Girls like it, he says. But the Lebanese police at checkpoints, which have sprung up on his route to work, aren’t so enthusiastic. He says cops stop him every day.
“They say, ‘What’s this, why do you have a beard?’ ” he says.
Lebanon is a small country, yet its social spectrum is broad. It ranges from cosmopolitan hipsters like Hariz to a very different tribe that’s also fond of long beards: Islamist extremists, who’ve attacked the army and planted car bombs. Hariz says it’s annoying that people assume he’s an extremist because of his beard.
“Maybe I’ll cut it,” he says, reluctantly.
Many Tales Of Misunderstanding
It’s a dilemma all over this trendy part of east Beirut. Fashionable beards flourish here, but their soaring style value coincided with a spate of jihadi attacks. On a stroll ’round the streets where these young bearded men go for beers, it seems everyone has a story of a misunderstanding.
Down the road, there’s a live hip-hop night in full swing. The emcee — Hussein Sharafadine, aka Preacherman — is resplendent. He sports a plaid shirt with top button fastened, black-rimmed glasses, baseball cap — and a sheet of facial hair, a beard he’s had since 1998. A beard he reckons all these newcomers have copied.
He loves it, but it has brought him trouble.
“My tale is the endgame of many, many, many tales and many run-ins with the so-called security forces in our country,” he says.
At the beginning of this year he became notorious when he was arrested and a photograph of him in handcuffs circulated in the media.
“The cop put a gun in my head and told me, ‘I’m gonna burn your beard,’ ” he says.

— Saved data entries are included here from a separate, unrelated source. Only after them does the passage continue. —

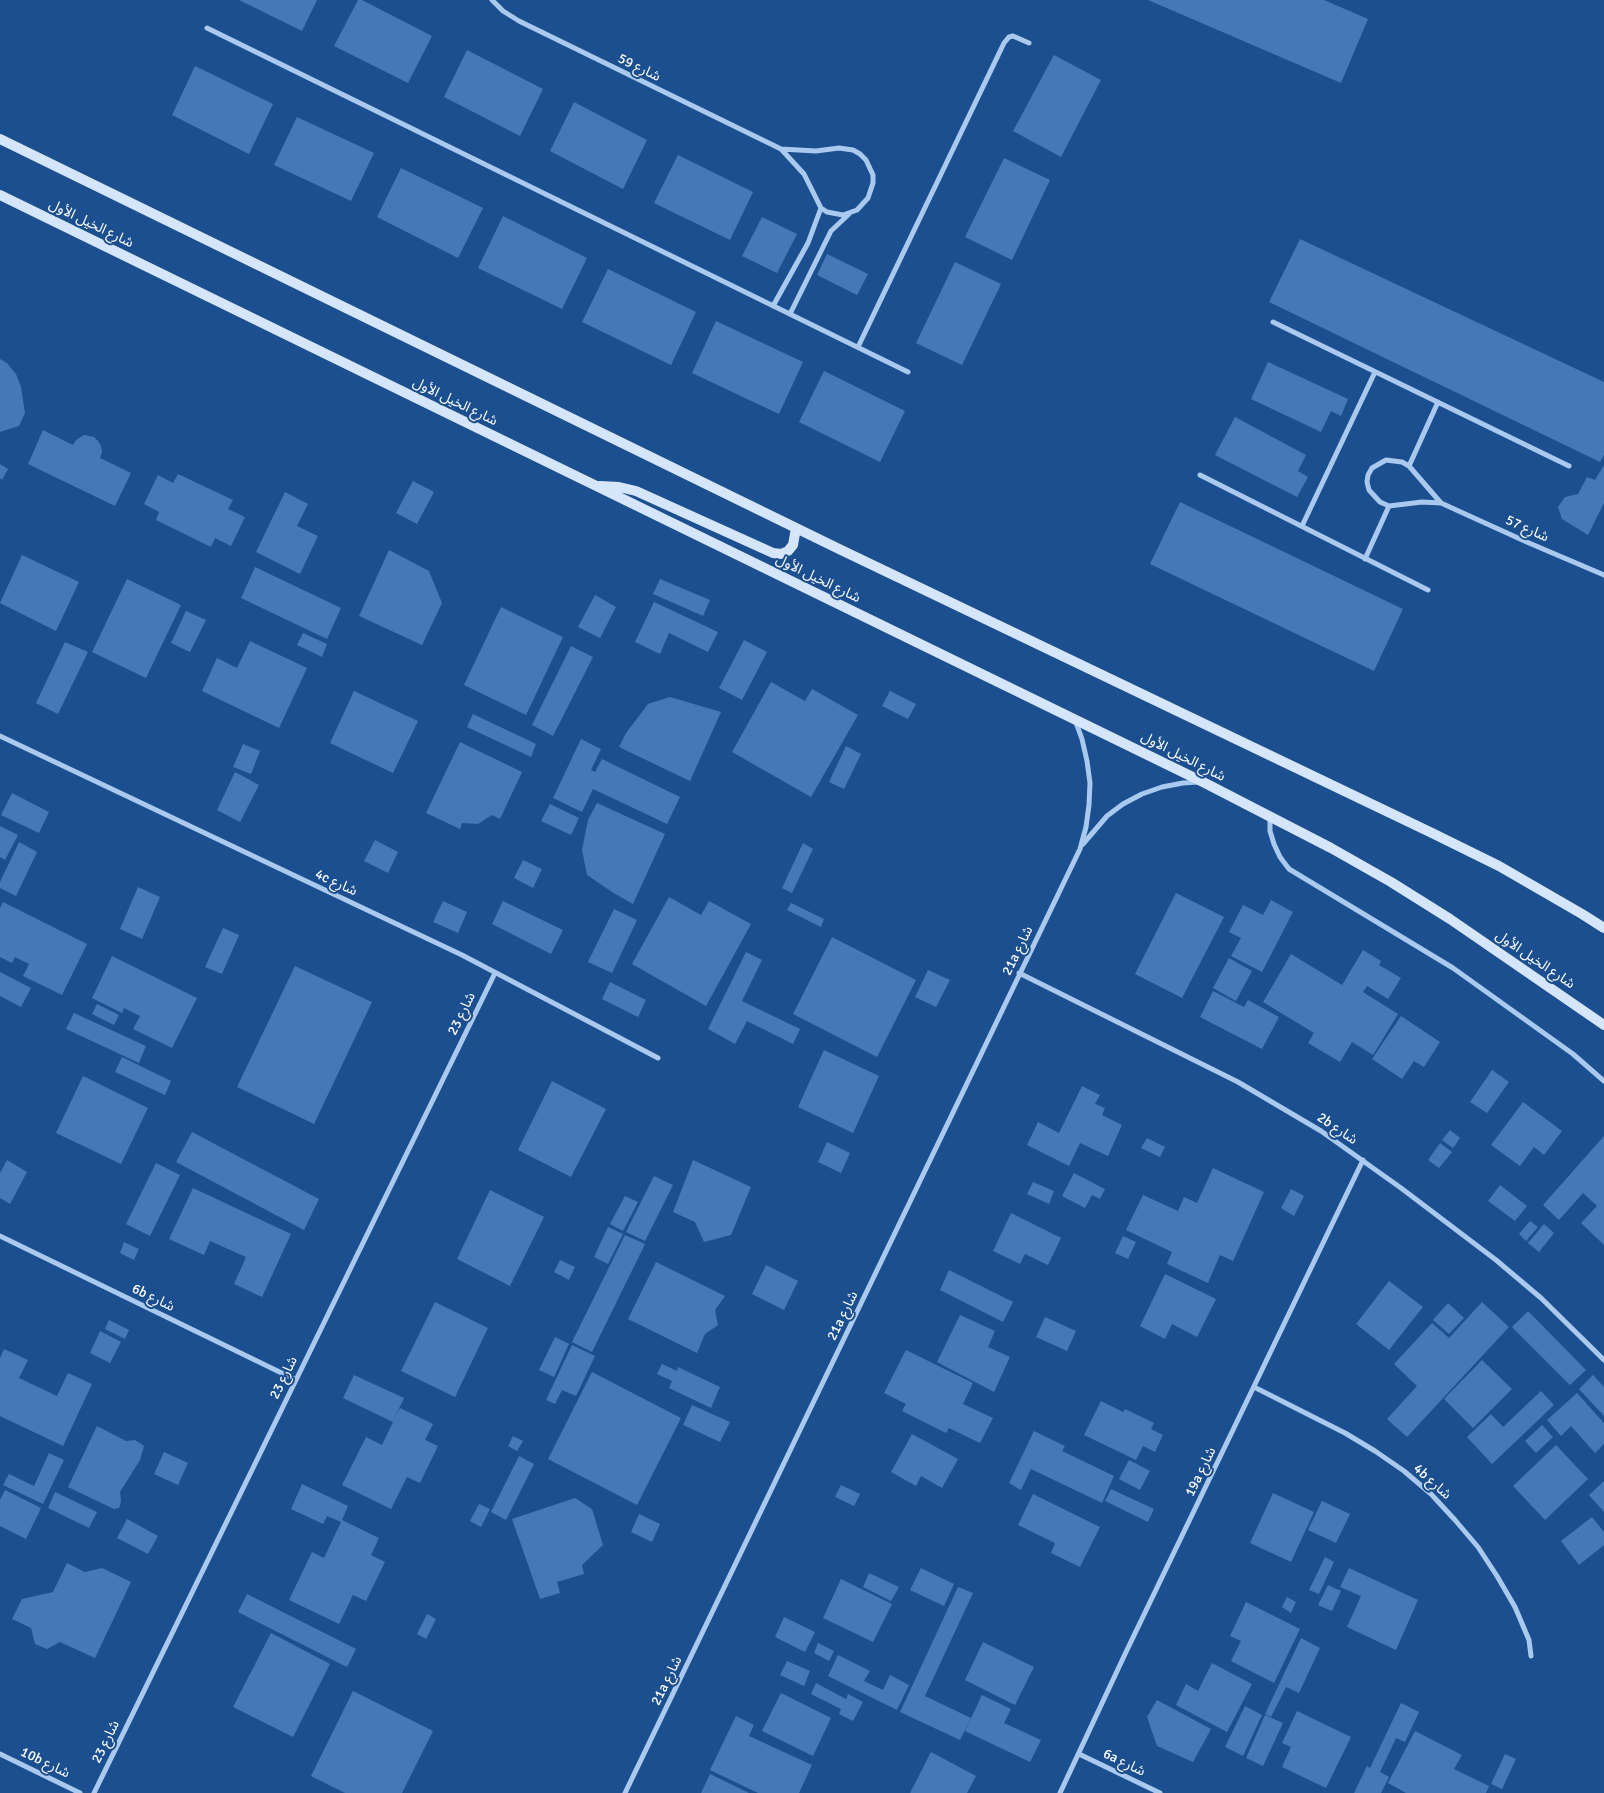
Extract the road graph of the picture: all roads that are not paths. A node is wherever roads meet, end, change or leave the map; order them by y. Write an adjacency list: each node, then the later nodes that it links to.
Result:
1 (492, 0): 5 (street, شارع 59)
2 (207, 28): 9 (street)
3 (1029, 43): 12 (street)
4 (0, 139): 23 (main road)
5 (781, 149): 7 (street); 8 (street)
6 (0, 195): 19 (main road, شارع الخيل الأول)
7 (820, 208): 8 (street); 9 (street)
8 (850, 213): 10 (street)
9 (773, 306): 10 (street)
10 (790, 314): 12 (street)
11 (1272, 322): 14 (street)
12 (858, 347): 13 (street)
13 (908, 372)
14 (1375, 372): 15 (street); 22 (street)
15 (1438, 402): 16 (street); 17 (street)
16 (1409, 466): 20 (street); 21 (street)
17 (1569, 466)
18 (1200, 475): 22 (street)
19 (596, 486): 23 (main road); 27 (main road, شارع الخيل الأول)
20 (1441, 503): 21 (street); 25 (street, شارع 57)
21 (1389, 506): 24 (street)
22 (1302, 526): 24 (street)
23 (796, 528): 32 (main road)
24 (1365, 558): 26 (street)
25 (1604, 575)
26 (1428, 590)
27 (1074, 718): 29 (main road, شارع الخيل الأول); 31 (street, 21a شارع)
28 (0, 736): 33 (street, 4c شارع)
29 (1203, 782): 30 (main road, شارع الخيل الأول); 31 (street, 21a شارع)
30 (1270, 817): 35 (main road, شارع الخيل الأول); 37 (street)
31 (1080, 849): 34 (street, 21a شارع)
32 (1604, 928)
33 (495, 972): 36 (street, 4c شارع); 41 (street, شارع 23)
34 (1020, 973): 38 (street, 2b شارع); 48 (street, 21a شارع)
35 (1604, 1025)
36 (658, 1058)
37 (1604, 1081)
38 (1363, 1160): 40 (street, 2b شارع); 42 (street, 19a شارع)
39 (0, 1236): 41 (street, 6b شارع)
40 (1604, 1360)
41 (296, 1380): 47 (street, شارع 23)
42 (1254, 1387): 43 (street, 4b شارع); 45 (street, 19a شارع)
43 (1531, 1656)
44 (0, 1754): 46 (street, 10b شارع)
45 (1079, 1754): 49 (street, 19a شارع); 50 (street, 6a شارع)
46 (80, 1793)
47 (94, 1793)
48 (625, 1793)
49 (1060, 1793)
50 (1160, 1793)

He was released without charge after an overnight detention. The Interior Ministry didn’t respond to a request for comment on its policy toward bearded young men.
Sharafadine vows he’ll never shave.
“I’m a man and I can grow my beard if I want to,” he says. “I’m not stepping on anybody’s toes. I’m not disrespecting anyone by growing a beard. I don’t know, I love it, it’s me.”